The assembly bill would set up a system for dispensing emergency contraception directly through drug stores, bypassing the need to go to a doctor first. Interested pharmacists would enter into collaborative agreements with a physician. The state would then certify them to provide the pills along with appropriate patient screening and counseling in their use. A three-year-old system like this in Washington state has distributed morning-after pills to over 25,000 women. Several European countries, including Britain and France, have instituted similar programs in the past year.

"Women should have the fullest range of health care," says Amy Paulin, a Democrat from Westchester, the New York bill's main sponsor. "We want to reduce the high rate of unwanted pregnancies and abortions in New York.

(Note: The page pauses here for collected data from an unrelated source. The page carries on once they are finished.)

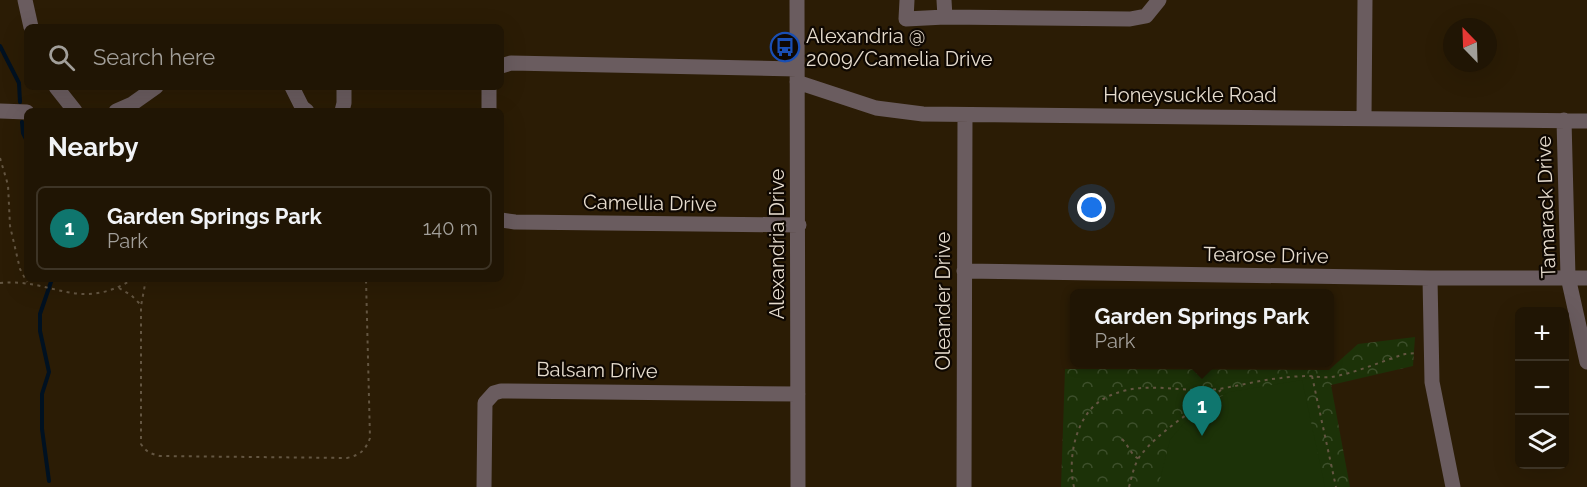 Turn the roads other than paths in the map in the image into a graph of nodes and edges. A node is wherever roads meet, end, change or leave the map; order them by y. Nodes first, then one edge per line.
1 (25, 0) edge
2 (797, 0) edge
3 (907, 0) edge
4 (945, 0) edge
5 (1159, 0) edge
6 (1365, 0) edge
7 (945, 17) junction
8 (30, 24) edge
9 (504, 65) edge
10 (797, 76) junction
11 (58, 90) edge
12 (152, 90) edge
13 (294, 90) edge
14 (344, 90) edge
15 (489, 90) edge
16 (73, 108) edge
17 (123, 108) edge
18 (303, 108) edge
19 (342, 108) edge
20 (489, 108) edge
21 (0, 111) edge
22 (24, 112) edge
23 (965, 115) junction
24 (1364, 118) junction
25 (1564, 120) junction
26 (1587, 121) edge
27 (504, 220) edge
28 (799, 225) junction
29 (964, 271) junction
30 (1568, 277) junction
31 (1430, 278) junction
32 (1587, 278) edge
33 (1587, 362) edge
34 (798, 394) junction
35 (484, 487) edge
36 (798, 487) edge
37 (964, 487) edge
38 (1453, 487) edge

1 - 8 street
2 - 10 street, Alexandria Drive
3 - 7 street
4 - 7 street
5 - 7 street
6 - 24 street
9 - 10 street
10 - 23 street, Honeysuckle Road
10 - 28 street, Alexandria Drive
11 - 16 street
12 - 17 street
13 - 18 street
14 - 19 street
15 - 20 street
21 - 22 street
23 - 24 street, Honeysuckle Road
23 - 29 street, Oleander Drive
24 - 25 street, Honeysuckle Road
25 - 26 street, Honeysuckle Road
25 - 30 street, Tamarack Drive
27 - 28 street, Camellia Drive
28 - 34 street, Alexandria Drive
29 - 31 street, Tearose Drive
29 - 37 street, Oleander Drive
30 - 31 street, Tearose Drive
30 - 32 street, Tearose Drive
30 - 33 street, Tamarack Drive
31 - 38 street
34 - 35 street, Balsam Drive
34 - 36 street, Alexandria Drive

My bill gives women access to a less invasive procedure that helps them be in charge of their own bodies."

Several measures now before the New York legislature reflect a growing interest in emergency contraception. But religious objections have stalled their progress. The controversial Women's Health and Wellness Act would mandate health insurance coverage for a variety of health services, including emergency contraception. The bill passed the senate and assembly but is now held up because the senate approved an exemption for institutions owned by churches that object to birth control.

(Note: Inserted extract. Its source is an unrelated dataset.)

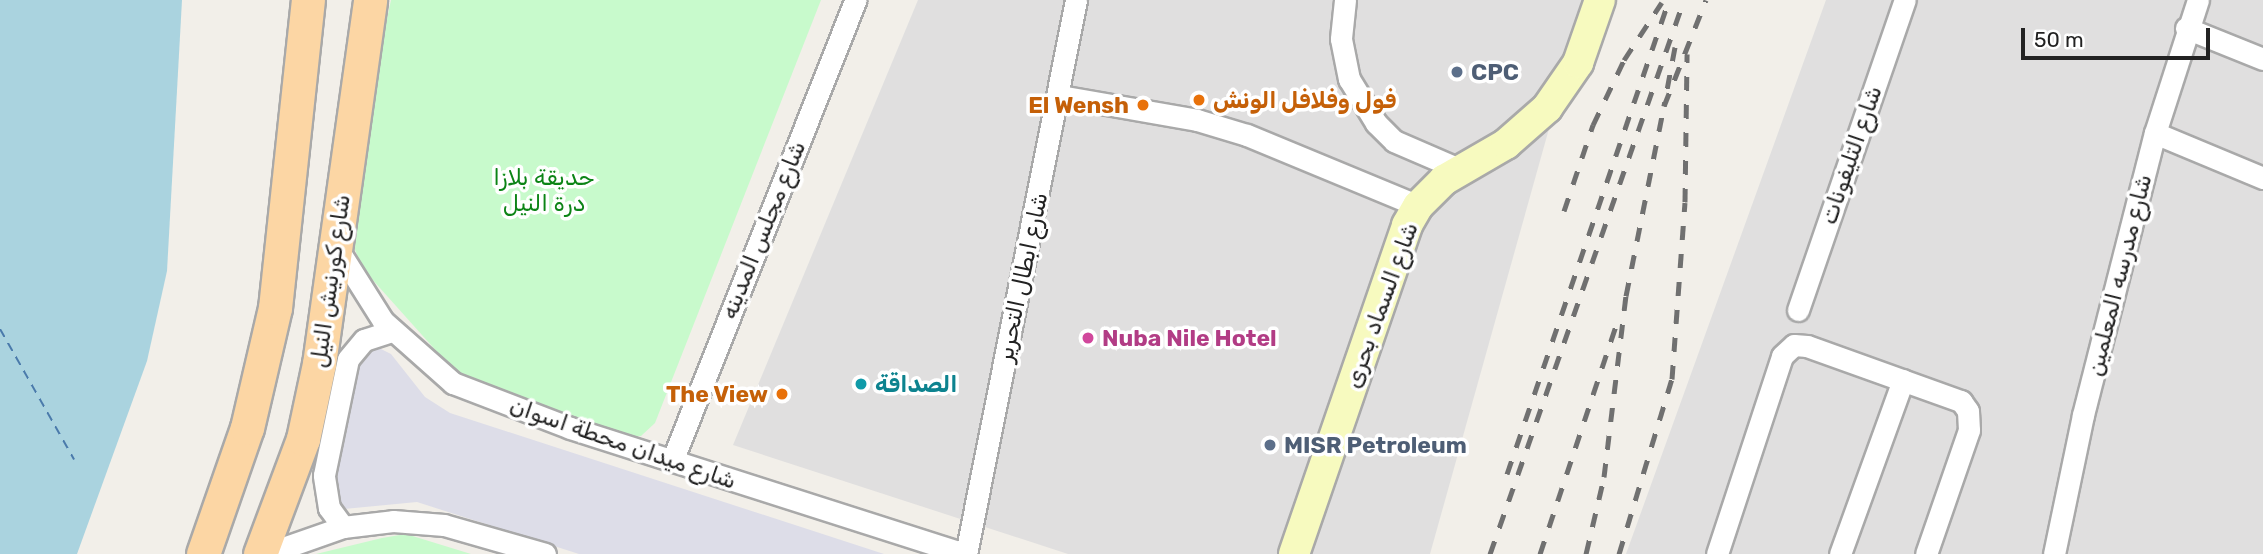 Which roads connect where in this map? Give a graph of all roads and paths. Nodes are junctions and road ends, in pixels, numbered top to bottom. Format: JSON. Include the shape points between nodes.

Another pending bill would mandate that hospital emergency rooms provide emergency contraceptives to women who have been raped. This bill has been stagnating in the senate for the past two years, reportedly due to the opposition of Majority Leader Joseph Bruno. The bill's chief sponsor, Upper West Side Democrat Eric Schneiderman, says opposition from the New York State Catholic Conference is "critical." The conference, which lobbies on behalf of the state's dioceses, wrote to legislators last year objecting to the inclusion of Catholic hospitals in the bill's requirement to "provide state-mandated contraception and abortifacient treatment to rape victims."

Kathleen Gallagher, the state Catholic Conference's associate director, explained, "We oppose the bill because the state would impose a moral mandate on religious facilities, damaging religious freedom. Catholic hospitals would give drugs to prevent eggs from being released, but if drugs prevent implantation [of a fertilized egg], then they will not provide them."

Gallagher went on, "We would very likely oppose the pharmacy bill because it would include anybody, including a 14-year-old. It's very dangerous for a minor to get such treatment without understanding how the drugs work or when to take them. Would she really understand the risks involved, the counseling that she received without her parents' advice?"

Parental consent is not even required for abortion in New York, and no state has such a provision for birth control. Yet disagreement over adding parental consent killed a bill similar to New York's that had passed both houses of the Virginia legislature this winter. Paulin took strong exception to including a parental consent provision: "On its face, this is a bad idea because it prevents teenagers' timely access. I had a good relationship with my parents when I was a teenager, and I still couldn't have talked to them about having unprotected sex."

Opposition to emergency contraceptives arises over a highly sensitive semantic point. Emergency contraceptives probably act like regular birth control pills do, but nobody is quite sure how these pills work. They are likely to delay or block ovulation, but not always. Should a woman's egg mature and become fertilized, oral contraceptives also cause a women's uterus to be unprepared for the egg's implantation and development. Fundamentalists generally define human life as beginning with fertilization and regard oral contraceptives as potential abortifacients. But the 40,000-member American College of Obstetricians and Gynecologists has long held that implantation—not fertilization—is the real beginning of pregnancy.